As someone who does his academic research largely within Sports Economics, I find myself dealing with Competitive Balance (or Uncertainty of Outcome) a lot. So it’s hopefully no surprise that it sneaks into today’s short post. If it is, I hope it’s a good surprise.

One of the salient topics within Sports Economics is the measurement of balance in a league. Balance is generally thought to be a result of the distribution of talent in a sports league. To evaluate league policies we, need to have good measures of balance, otherwise we might end up with the wrong conclusions about policy effectiveness. However, it turns out that measuring balance isn’t quite as easy as one might think.

There are challenges that come from changes in the number of games played within a season, unbalanced schedules, changes in the number of teams in a league, rule changes, and so on. There are also challenges in defining balance, and we’ve decided as a field that there should be more than one way to think about what balance or uncertainty means to a sports fan (is it game odds? playoff odds? dynasties?). Economists have come up with a number of different ways to try and account for these issues, often arising from measures in the industrial organization literature that evaluate competition and dispersion of output of firms. However, many of them are unsatisfying, and I am going to argue that one other issue to be dealt with are the run scoring environment and strategic behavior.

One of the issues with measuring balance is that there’s simply uncertainty over outcomes because of general randomness. The 2007-08 Super Bowl is a good example of this: you would be hard pressed to convince me that the Giants were a better team than the 19-0 Patriots. We see the same thing happen in the NCAA March Madness tournament. Now, I’m not here to argue about who is the best team, but we need to think about these examples and simply recognize that any measure of balance is going to contain this uncertainty. We are trying to measure talent distributions with noisy outcomes.

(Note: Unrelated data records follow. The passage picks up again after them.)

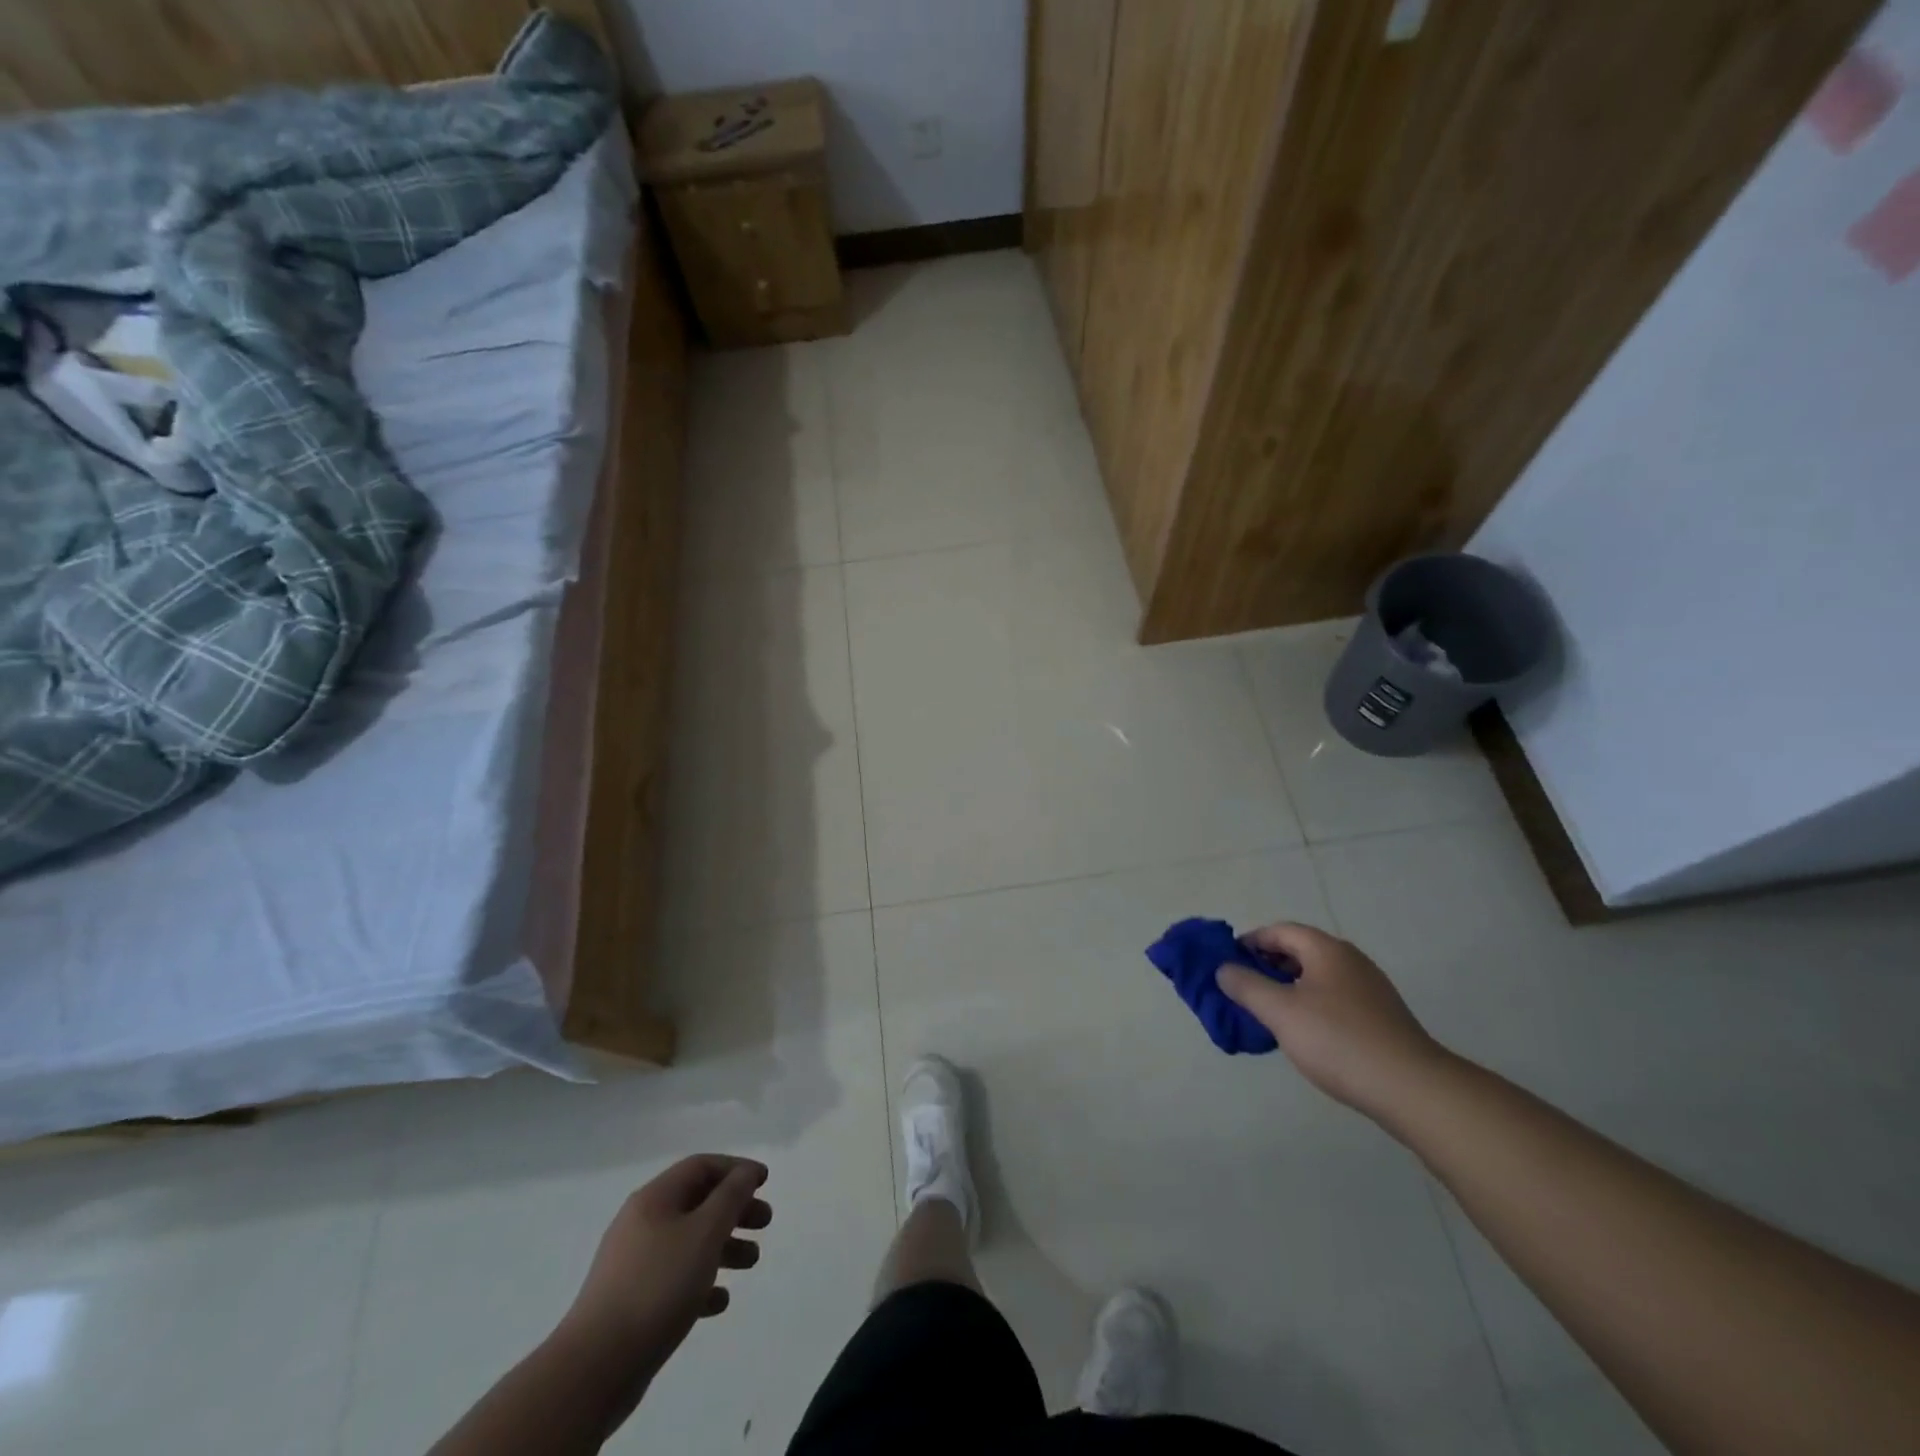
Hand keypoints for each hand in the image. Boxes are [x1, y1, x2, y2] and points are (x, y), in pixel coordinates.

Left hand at [561, 1155, 771, 1375]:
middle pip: (697, 1203)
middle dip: (734, 1209)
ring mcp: (633, 1263)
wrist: (594, 1367)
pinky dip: (701, 1282)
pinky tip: (719, 1302)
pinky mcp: (631, 1302)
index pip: (701, 1166)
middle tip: (765, 1222)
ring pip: (688, 1242)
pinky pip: (674, 1279)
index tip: (765, 1182)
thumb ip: (731, 1197)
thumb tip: (746, 1172)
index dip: (736, 1169)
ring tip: (751, 1262)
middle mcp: (641, 1223)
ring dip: (723, 1246)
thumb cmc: (657, 1286)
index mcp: (655, 1199)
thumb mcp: (704, 1233)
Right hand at [1217, 922, 1446, 1122]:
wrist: (1412, 1090)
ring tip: (1268, 1014)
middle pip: (1299, 951)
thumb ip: (1246, 986)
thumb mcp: (1280, 1012)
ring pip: (1317, 977)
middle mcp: (1350, 961)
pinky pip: (1334, 998)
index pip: (1280, 931)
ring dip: (1288, 987)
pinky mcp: (1381, 1017)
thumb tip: (1224, 969)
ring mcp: (1370, 989)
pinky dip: (1310, 1005)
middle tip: (1244, 989)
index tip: (1228, 963)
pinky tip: (1303, 1033)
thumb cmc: (1338, 1041)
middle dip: (1267, 966)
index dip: (1250, 942)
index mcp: (1327, 950)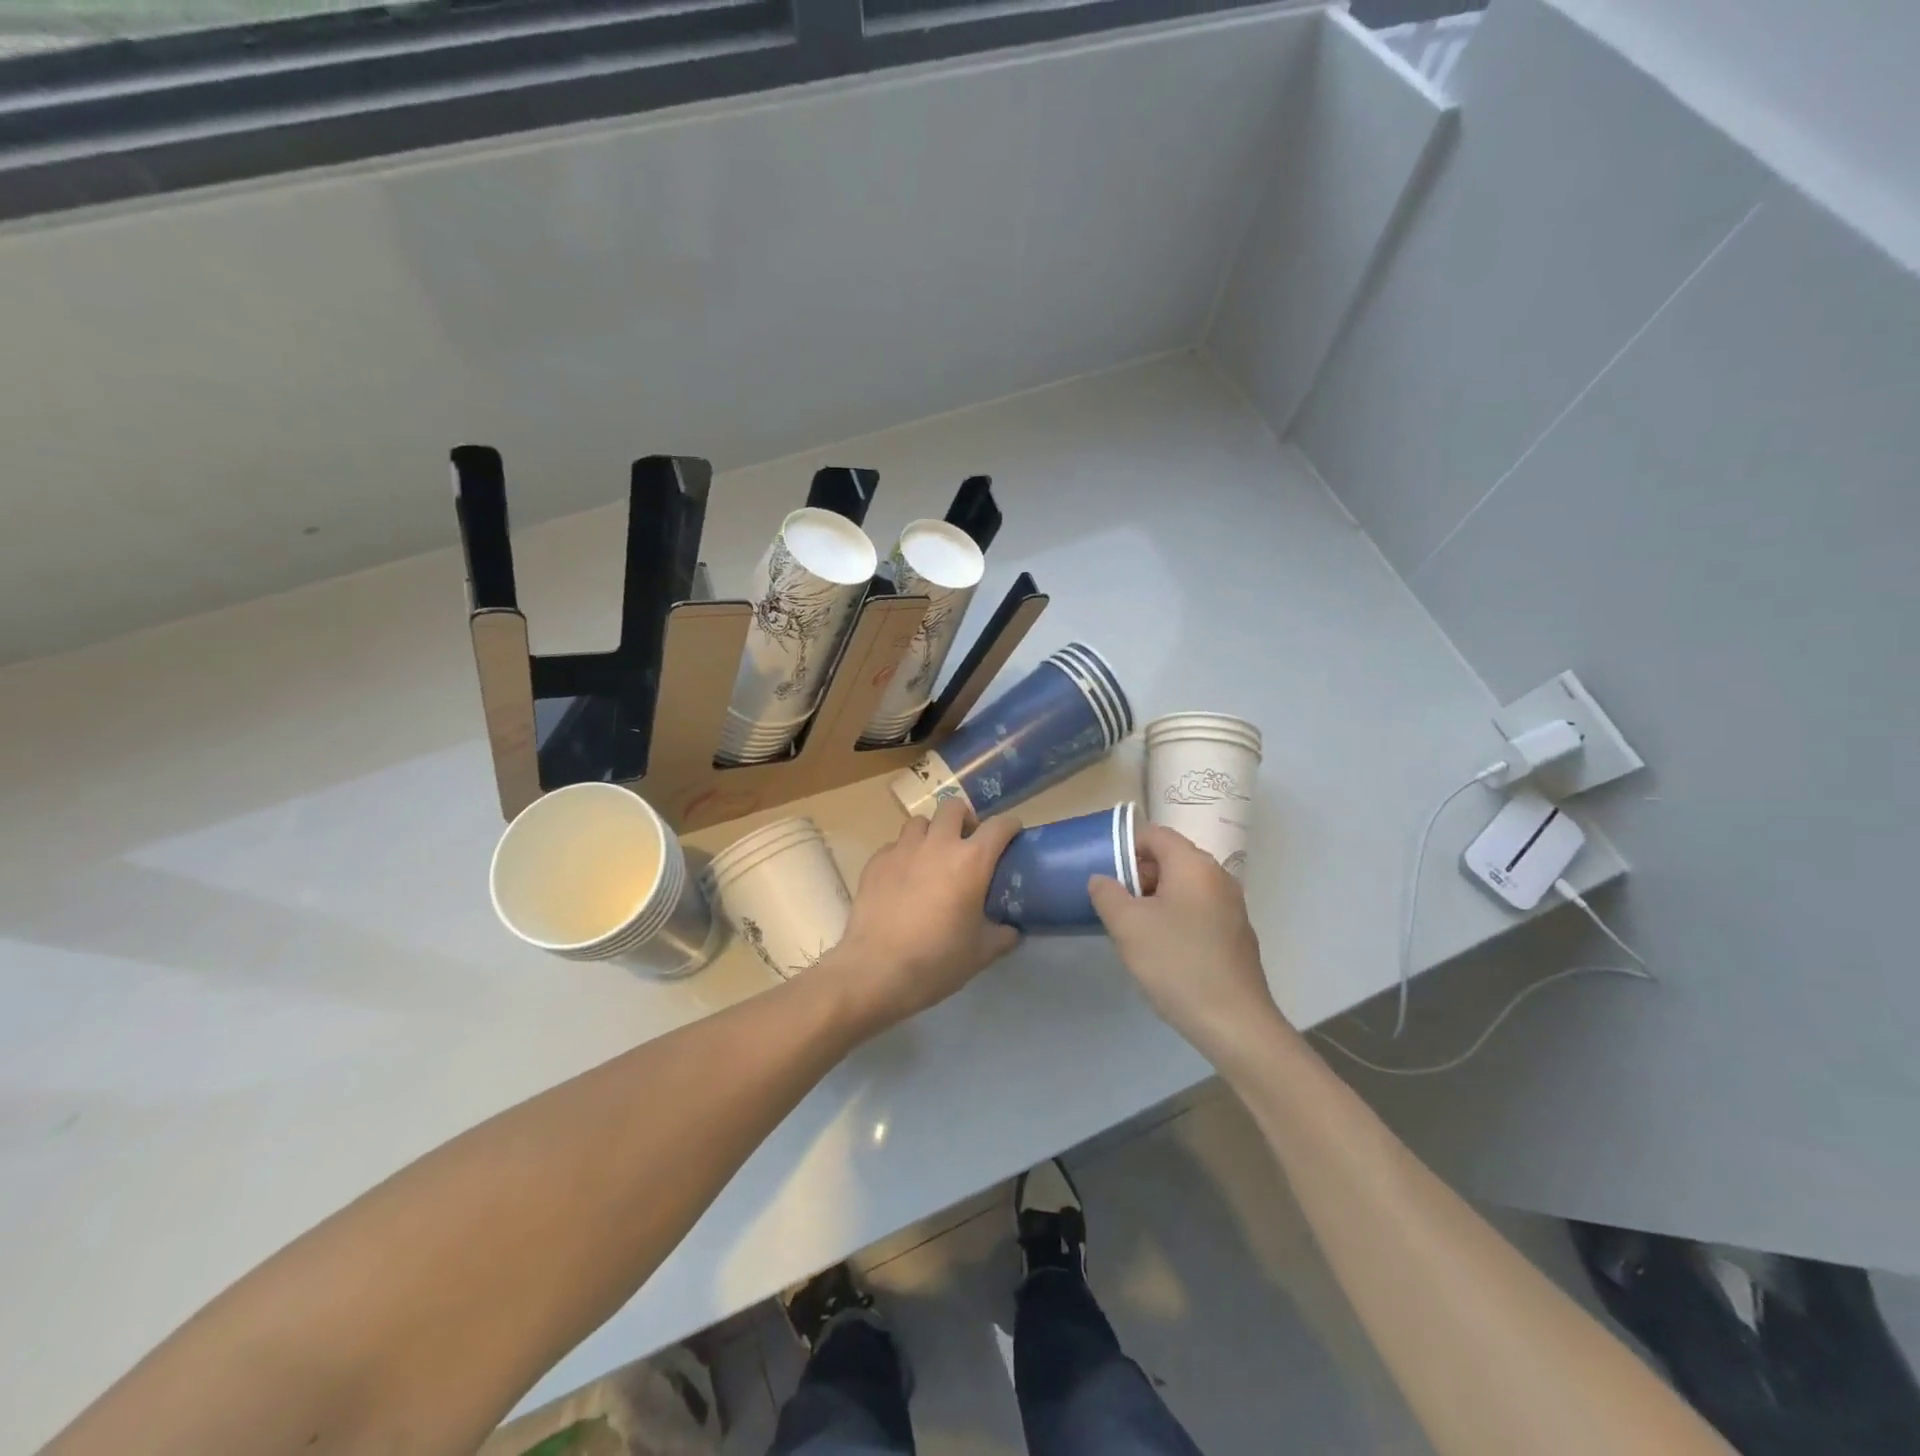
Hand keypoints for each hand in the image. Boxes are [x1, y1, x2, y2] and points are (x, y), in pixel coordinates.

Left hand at [820, 799, 1022, 1034]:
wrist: (875, 971)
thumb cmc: (936, 961)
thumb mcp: (981, 953)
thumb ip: (1002, 935)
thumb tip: (1011, 930)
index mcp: (971, 861)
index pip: (999, 826)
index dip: (1010, 827)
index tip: (1012, 836)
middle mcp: (937, 845)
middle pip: (953, 807)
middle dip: (965, 819)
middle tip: (967, 844)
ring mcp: (902, 850)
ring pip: (920, 822)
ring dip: (931, 832)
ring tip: (932, 857)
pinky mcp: (875, 861)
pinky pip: (894, 845)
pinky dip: (904, 854)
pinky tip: (903, 878)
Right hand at [1088, 824, 1286, 1065]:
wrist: (1235, 1023)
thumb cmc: (1177, 963)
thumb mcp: (1127, 926)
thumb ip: (1107, 893)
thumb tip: (1101, 879)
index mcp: (1194, 865)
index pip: (1155, 834)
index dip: (1124, 846)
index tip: (1103, 873)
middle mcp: (1217, 877)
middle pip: (1170, 859)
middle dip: (1137, 875)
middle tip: (1113, 904)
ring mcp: (1231, 907)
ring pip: (1182, 887)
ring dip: (1154, 899)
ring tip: (1132, 928)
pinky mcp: (1235, 934)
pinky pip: (1197, 910)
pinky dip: (1174, 918)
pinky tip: (1161, 950)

A second issue here is knowing that any game outcome is a ranking of discrete results. So, while the Red Sox scored on average 3.91 runs last year, they can’t score that actual amount in any game. They’ll score either 0, or 1, or 2, or 3, or 4, or 5, and so on. Given these discrete outcomes, as the run scoring environment decreases, each run scored is that much more valuable. Ultimately, in an extremely low scoring environment, the randomness of outcomes could overtake some of the differences in talent across teams in relatively small samples as the variance in scoring exceeds the signal from the talent distribution. This balance between randomness and signal is an important consideration in tournament theory (which I’ll leave aside for a statistical programming blog).

**So this brings me to my question**: If the run scoring environment changes, and the variance in runs across games changes along with it, will this impact the apparent league balance even if we hold a **known** talent distribution constant? If so, does this increase the importance of strategic choices in deciding game outcomes?

This is nothing more than a cursory look at these ideas, so go easy on me.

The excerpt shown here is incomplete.